Sunday 10th August was the Full Moon, and was special for two reasons. One is that it was a Supermoon, so the moon looked even bigger and brighter than usual. Another was that it has been 1 lunar month since our wedding and handfasting, which were conducted on the last Full Moon!
I had been slobbing around the house all day in scruffy jeans and T-shirt, so to get into the mood for the ritual and to show my respect for the Great Goddess, I changed into a black velvet mini-dress and black skirt.The instant I put these on, I felt so much more in the right frame of mind for the ritual – it’s amazing what changing clothes can do! This was the first time I changed for the purpose of ritual, but knowing its effect, I will now try to change into something suitable for each ritual I perform.
Today has been a very stormy, windy day, and I could see the effects on our courtyard when I went outside to perform the ritual – much of my little shrine to Inari had been blown down, including the shimenawa rope and the two vases I use to offer plants (one had smashed, sadly). Although the most important parts of the shrine (the fox statues and offering vessels) had not been damaged, it stressed to me how much better it would be to re-home the shrine somewhere a little more sheltered (like a proper hokora with a roof, for example).
Although the rain had fortunately passed, it was still very windy so the only candle I used was a lantern (which was what one of our friends had got us for our wedding as part of a handfasting basket, so it was appropriate enough!) Moreover, the strong winds through the trees, and the faint scent of fallen rain, made for an atmospheric ritual.
What’s more, the Moon was indeed extremely impressive – I could see it from my courtyard, for once, and it rose very quickly – it appeared to be rising over the trees as I watched, which was very magical indeed. I really thought I could feel the moon’s power more strongly than I ever have done during an Esbat.
I took the opportunity to give thanks to Juno, Goddess of Marriage, who I evoked on the Esbat before my wedding to ask for her blessings. I also thanked the seven deities whom we called upon to bless our union (Diana, Mars, Mercury, Jupiter, Venus, Saturn and Apollo) during our handfasting for making our wedding. Since I’d spent much of the day writing thank you letters to our guests, it really was a day and night of thanksgiving! I also offered some of the remaining mead we had as an offering to the deities, and incorporated my pentagram strung with our handfasting cords as an altar piece.
I also took the opportunity to consecrate some tools. First was a new wand I’d recently made. This wand is actually made from a chopstick that was part of a set a colleague had given me when I was in Japan – it’s made from very special wood from the Yakushima forest, a very spiritual place. It seemed too special to eat with, so making it into a wand instead seemed perfect. I wrapped it with a piece of green leather cord I had taken during our arts & crafts session of the May Moot with Medway Pagans, as well as some leaves and paper roses from a floral headdress of mine which had snapped, and together they make a lovely, fae-looking wand.

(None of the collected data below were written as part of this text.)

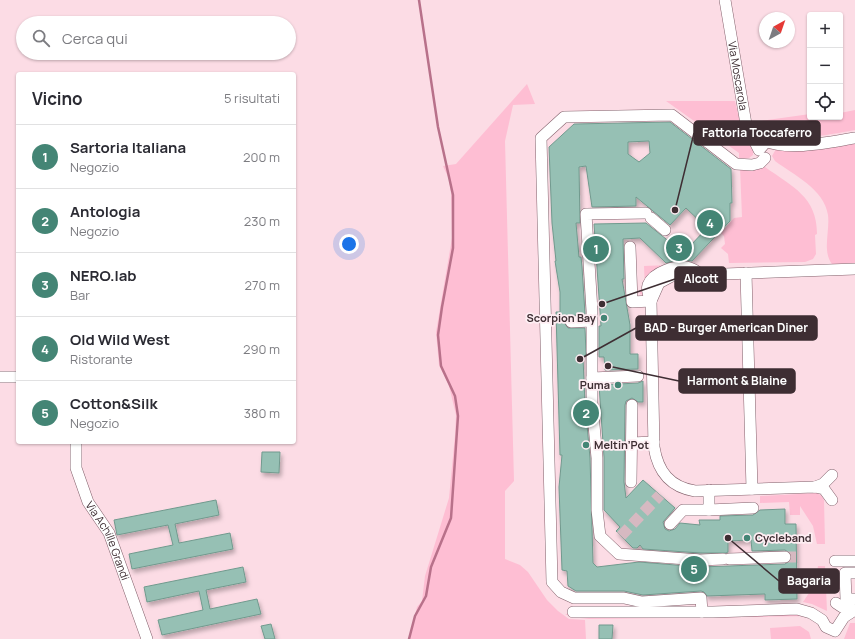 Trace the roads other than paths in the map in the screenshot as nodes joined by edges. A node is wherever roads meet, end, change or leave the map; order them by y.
1 (725, 0) edge
2 (855, 138) edge
3 (763, 150) junction
4 (665, 230) dead end
5 (630, 247) dead end
6 (855, 269) edge
7 (746, 273) junction
8 (651, 301) junction
9 (591, 321) junction
10 (571, 322) dead end
11 (638, 376) dead end
12 (0, 377) edge
13 (16, 377) edge
14 (592, 378) junction
15 (632, 405) dead end
16 (654, 442) junction
17 (631, 443) junction
18 (76, 444) edge
19 (832, 475) dead end
20 (631, 482) dead end
21 (815, 487) junction
22 (752, 489) junction
23 (709, 490) junction
24 (832, 500) dead end
25 (753, 508) dead end
26 (710, 510) junction
27 (670, 524) dead end
28 (785, 557) tunnel mouth
29 (834, 561) dead end
30 (853, 561) edge
31 (853, 573) edge
32 (582, 598) junction
33 (836, 603) dead end
34 (853, 605) edge
35 (702, 612) junction
36 (822, 620) junction
37 (836, 621) dead end
38 (147, 639) edge

1 - 3 street, Via Moscarola
2 - 3 street
3 - 32 street
4 - 9 street
5 - 8 street
6 - 7 street
7 - 8 street
7 - 22 street
8 - 16 street
9 - 10 street
9 - 14 street
11 - 14 street
12 - 13 street
14 - 28 street
15 - 17 street
16 - 17 street
16 - 23 street
17 - 20 street
18 - 38 street, Via Achille Grandi
19 - 21 street
21 - 22 street
21 - 24 street
22 - 23 street
23 - 26 street
25 - 26 street
26 - 27 street
29 - 30 street
30 - 31 street
31 - 34 street
32 - 35 street
32 - 35 street
33 - 34 street
34 - 36 street
35 - 36 street
36 - 37 street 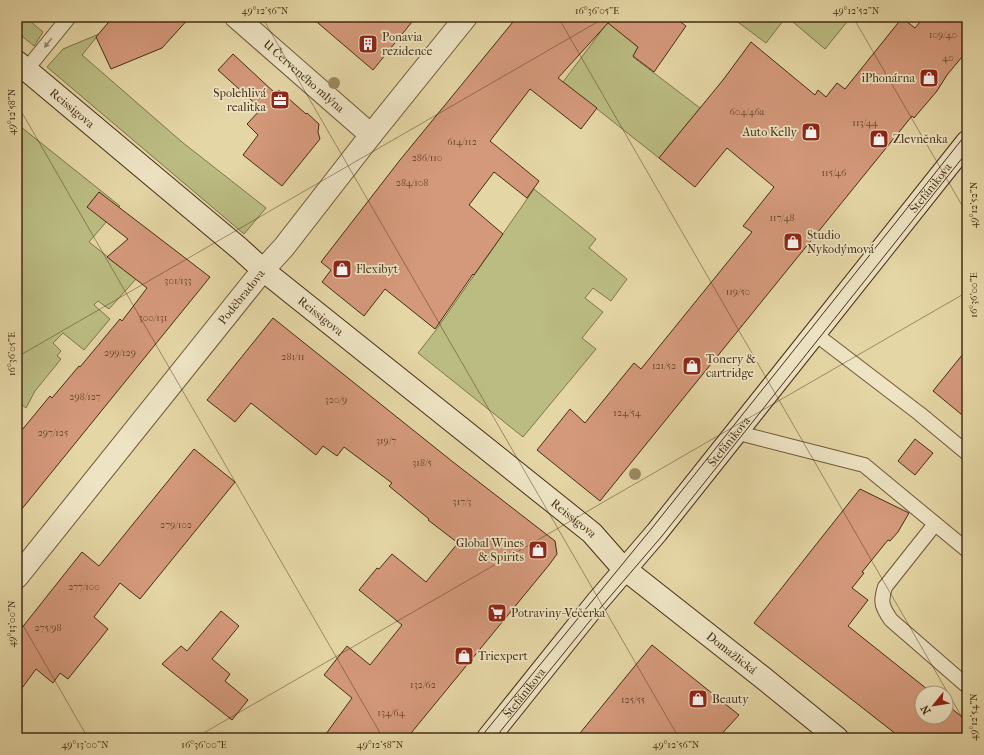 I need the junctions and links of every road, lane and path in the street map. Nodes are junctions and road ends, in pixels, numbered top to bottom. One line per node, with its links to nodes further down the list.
1 (69, 17): 4 (lane, one-way to 4)
2 (236, 17): 5 (street, U Červeného mlýna)
3 (466, 17): 5 (street, Poděbradova)
4 (22, 66): 7 (street, Reissigova)
5 (371, 135): 7 (street, Poděbradova)
6 (967, 142): 8 (street, Štefánikova)
7 (263, 270): 13 (street, Reissigova); 14 (street, Poděbradova)
8 (814, 333): 9 (street, Štefánikova); 10 (lane)
9 (735, 432): 11 (lane); 13 (street, Štefánikova)
10 (967, 453)
11 (935, 524): 12 (lane); 15 (lane)
12 (967, 550)
13 (625, 569): 16 (street, Štefánikova); 17 (street, Domažlická)
14 (17, 577)
15 (967, 686)
16 (488, 738)
17 (837, 738) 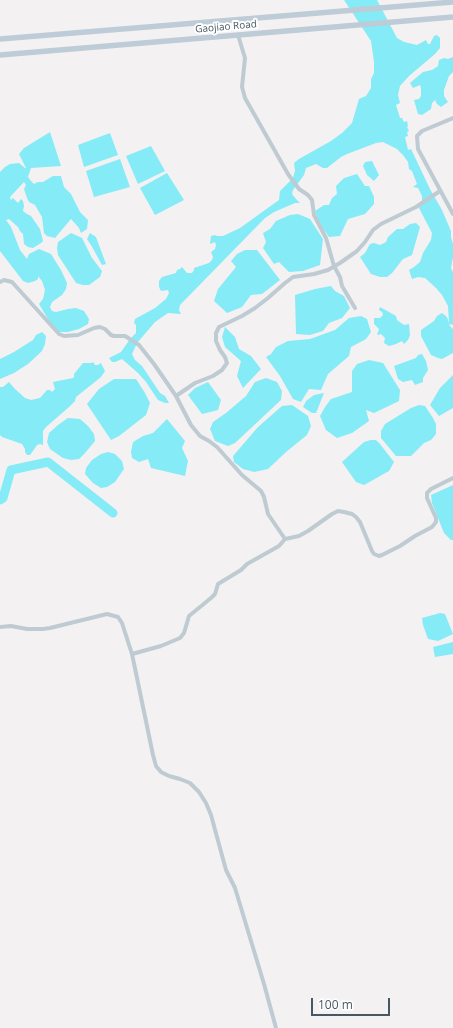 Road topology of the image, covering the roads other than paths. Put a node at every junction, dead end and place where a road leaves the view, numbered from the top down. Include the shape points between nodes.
1 (453, 2) edge
2 (453, 17) edge
3 (238, 35) junction
4 (0, 39) edge
5 (0, 55) edge
6 (453, 118) edge
7 (440, 191) junction
8 (453, 214) edge
9 (334, 266) junction
10 (0, 282) edge
11 (355, 308) dead end
12 (176, 396) junction
13 (453, 478) edge
14 (285, 539) junction
15 (0, 627) edge
16 (132, 654) junction
17 (276, 1028) edge

1 - 4 main road, Gaojiao Road
2 - 3 main road, Gaojiao Road
3 - 5 main road, Gaojiao Road
3 - 9 street via 244,58 242,86 245,98 288,174 299,189 312,200 314,215 326,238
6 - 7 street via 422,131 417,136 418,149
7 - 8 street
7 - 9 street via 416,207 381,224 357,251
9 - 11 street
9 - 12 street via 314,274 293,277 255,308 219,327 216,341 226,363 222,370
10 - 12 street via 12,282 59,334 78,335 100,327 111,335 125,336 144,350
12 - 14 street via 200,436 217,447 242,475 261,491 268,514
13 - 14 street via 427,493 436,522 427,530 382,555 374,554 356,517 338,511 299,536
14 - 16 street via 279,546 218,584 212,598 189,616 180,638
15 - 16 street via 50,628 107,614 113,615 122,623
16 - 17 street via 156,766 169,776 190,783 206,803 226,870 235,888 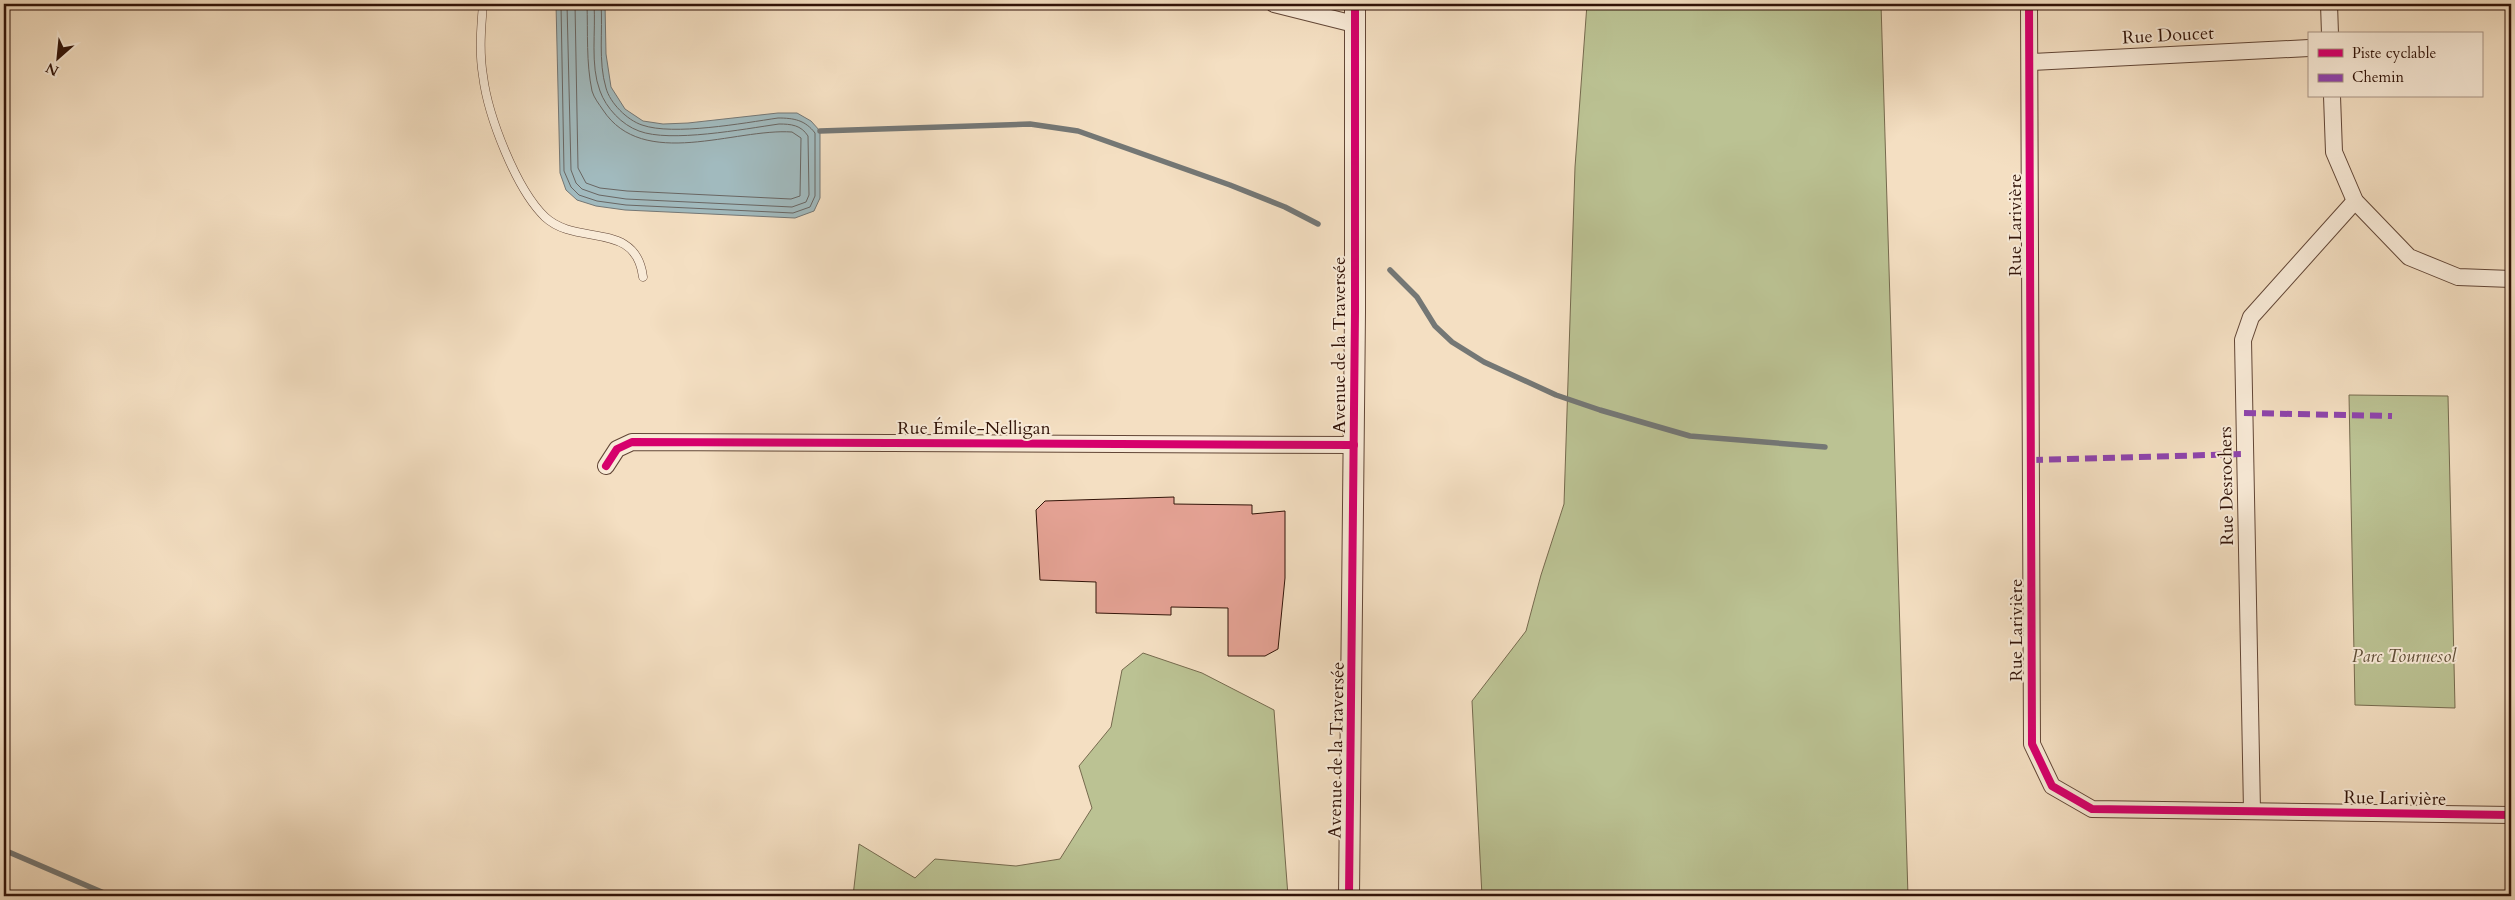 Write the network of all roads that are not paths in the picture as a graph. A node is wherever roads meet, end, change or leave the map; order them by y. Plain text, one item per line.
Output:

It’s much smaller than my previous wand (which I made from a piece of sycamore sapling that was growing as a weed in the courtyard) and is a little more handy to carry around, but I’m sure I’ll find use for the former wand too.
I also consecrated two items that I’d never intended to ritualise, but which I have been using for so long since becoming Pagan that it seemed right to do so. One was my Book of Shadows. This is really just a cheap notebook from Wilko with a black cover decorated with a white skull; I really just meant to use it as a notebook and copy the rituals into a “proper” Book of Shadows later, but I’ve just been using it on its own for so long its become a Book of Shadows in its own right.
The second item was my robe. It’s a very simple dressing-gown style robe, made of thin black velvet with a fake-fur collar, that I’ve had since my days as a university student – I bought it very cheaply from a charity shop! Again, I never meant for it to become my ritual robe, but I’ve worn it so often for rituals (it keeps me warm and definitely looks the part) that it seems right to consecrate it properly.
As the nights grow darker and colder, I realise that it might be difficult to keep on holding the Full Moon Esbats outdoors. But I’m going to keep trying for as long as I can, and I really think ritual is full of so much more energy when we are surrounded by the sights, sounds and smells of Nature.